Вынуждена признать – отец сам дал козыри в руки своему непримиримому врагу. Как же – Распутин называл его, Иллиодора, лицемером! Ну, и кто же теперь лицемер?
Иллиодор не подумал о том, что не отец, а он сам желал Ольгу Владимировну. И что свидание, ставшее ловушкой для отца, было хитро подстроено.
Распаленный страстью Иллиодор накинулся на Ольгу Владимировну и попытался силой овладеть ею. Защищаясь, она закричала. В келью постучали. Медлить и не открывать дверь было невозможно. Иллиодор оттолкнул Ольгу Владимировну, чье платье находилось в беспорядке. Она упала на руки вошедшим монахам.

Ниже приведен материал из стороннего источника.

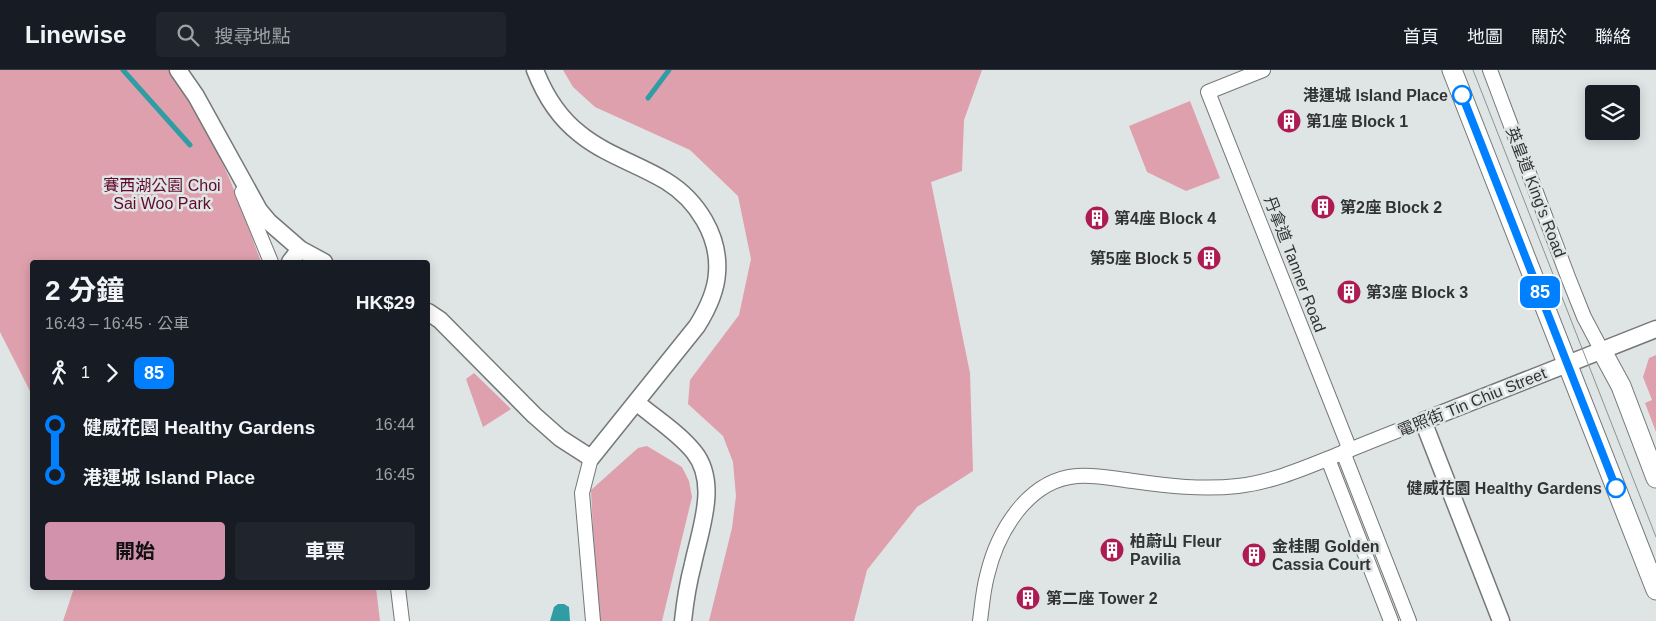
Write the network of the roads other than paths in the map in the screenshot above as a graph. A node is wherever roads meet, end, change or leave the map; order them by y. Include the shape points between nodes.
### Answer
1 (178, 70) edge
2 (535, 70) edge
3 (1263, 70) edge
4 (1452, 70) edge
5 (1490, 70) edge
6 (223, 148) junction
7 (295, 256) edge
8 (271, 260) edge
9 (314, 260) edge
10 (430, 313) edge
11 (1656, 329) edge
12 (1602, 351) junction
13 (1568, 364) junction
14 (636, 402) junction
15 (1423, 421) junction
16 (1346, 451) junction
17 (591, 458) junction
18 (1328, 459) junction
19 (1656, 478) edge
20 (398, 590) edge
21 (1656, 590) edge
22 (402, 621) edge
23 (593, 621) edge
24 (683, 621) edge
25 (980, 621) edge
26 (1391, 621) edge
27 (1409, 621) edge
28 (1501, 621) edge

1 - 6 street via 196,96
2 - 14 street via 546,96 570,126 595,145 654,174 681,192 702,215 714,243 717,273 704,314 698,326
3 - 16 street, 丹拿道 Tanner Road via 1208,92
4 - 13 main road, 英皇道 King's Road
5 - 12 street, 英皇道 King's Road via 1584,318
6 - 7 street via 259,210
6 - 8 street
7 - 9 street
10 - 17 street via 534,415 560,438
11 - 12 street, 電照街 Tin Chiu Street
12 - 13 street, 電照街 Tin Chiu Street
12 - 19 main road, 英皇道 King's Road via 1621,386
13 - 15 street, 電照街 Tin Chiu Street
13 - 21 main road, 英皇道 King's Road
14 - 17 street
14 - 24 street via 689,447 698,459 706,482 704,512
15 - 16 street, 電照街 Tin Chiu Street
15 - 28 street
16 - 18 street, 電照街 Tin Chiu Street
16 - 27 street, 丹拿道 Tanner Road
17 - 23 street via 582,493
18 - 25 street, 電照街 Tin Chiu Street via 1262,482 1218,488 1094,476 1057,480 1025,500 1010,522 996,548 987,576
18 - 26 street
20 - 22 street

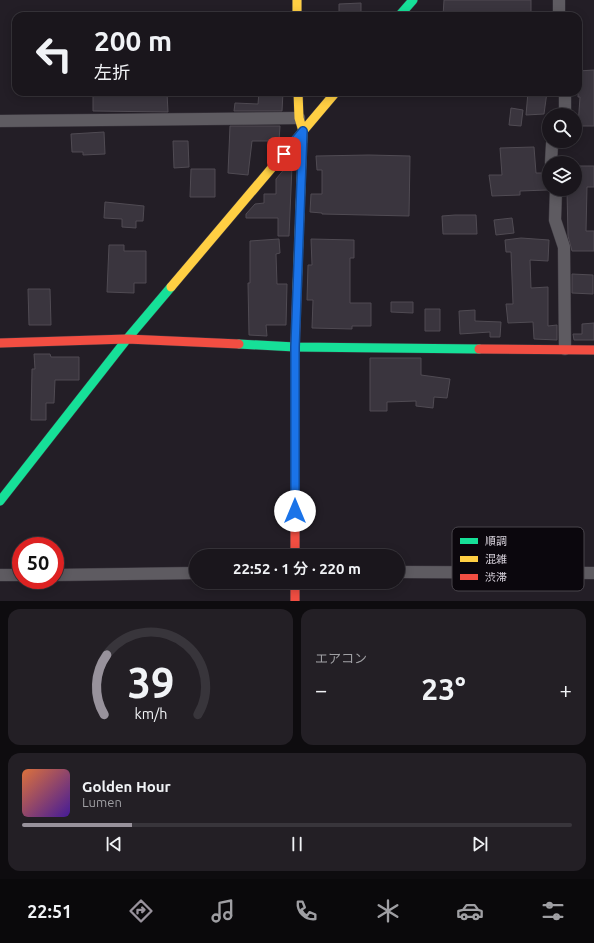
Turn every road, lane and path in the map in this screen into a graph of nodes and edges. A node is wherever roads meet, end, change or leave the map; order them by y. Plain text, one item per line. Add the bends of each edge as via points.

Иллиодор, весьма склонный к театральщине, правдоподобно разыграл оскорбленную невинность – Ольга Владимировна-де пыталась его соблазнить.
Монахи выволокли испуганную, кричащую женщину во двор, сорвали с нее одежду и избили кнутом.
После этого Ольга Владимировна попала в лечебницу для душевнобольных и оправиться от происшедшего уже не смогла».
Сколь же сильным было влияние Распутина на политическую жизнь России? М. А. Таубе, товарищ министра народного просвещения в 1911–1915 годах, в мемуарах приводит следующий характерный эпизод. Однажды в министерство явился человек с письмом от Распутина и просьбой назначить его инспектором народных училищ в его родную губернию. Министр Л.А. Кассо просто приказал спустить просителя с лестницы. Это доказывает, что далеко не во всех министерствах и ведомствах распутинские записки оказывали магическое воздействие. Собственно, влияние «старца» по большому счету простиралось только на МВД и Святейший Синод и в какой-то мере – на министерство юстиции. МВД в любой момент могло его арестовать, что понимал и сам Распутин, а от министерства юстиции зависела возможность привлечения его к суду. Кроме того, именно от МВД зависело сохранение порядка в империи и борьба с надвигающейся революцией.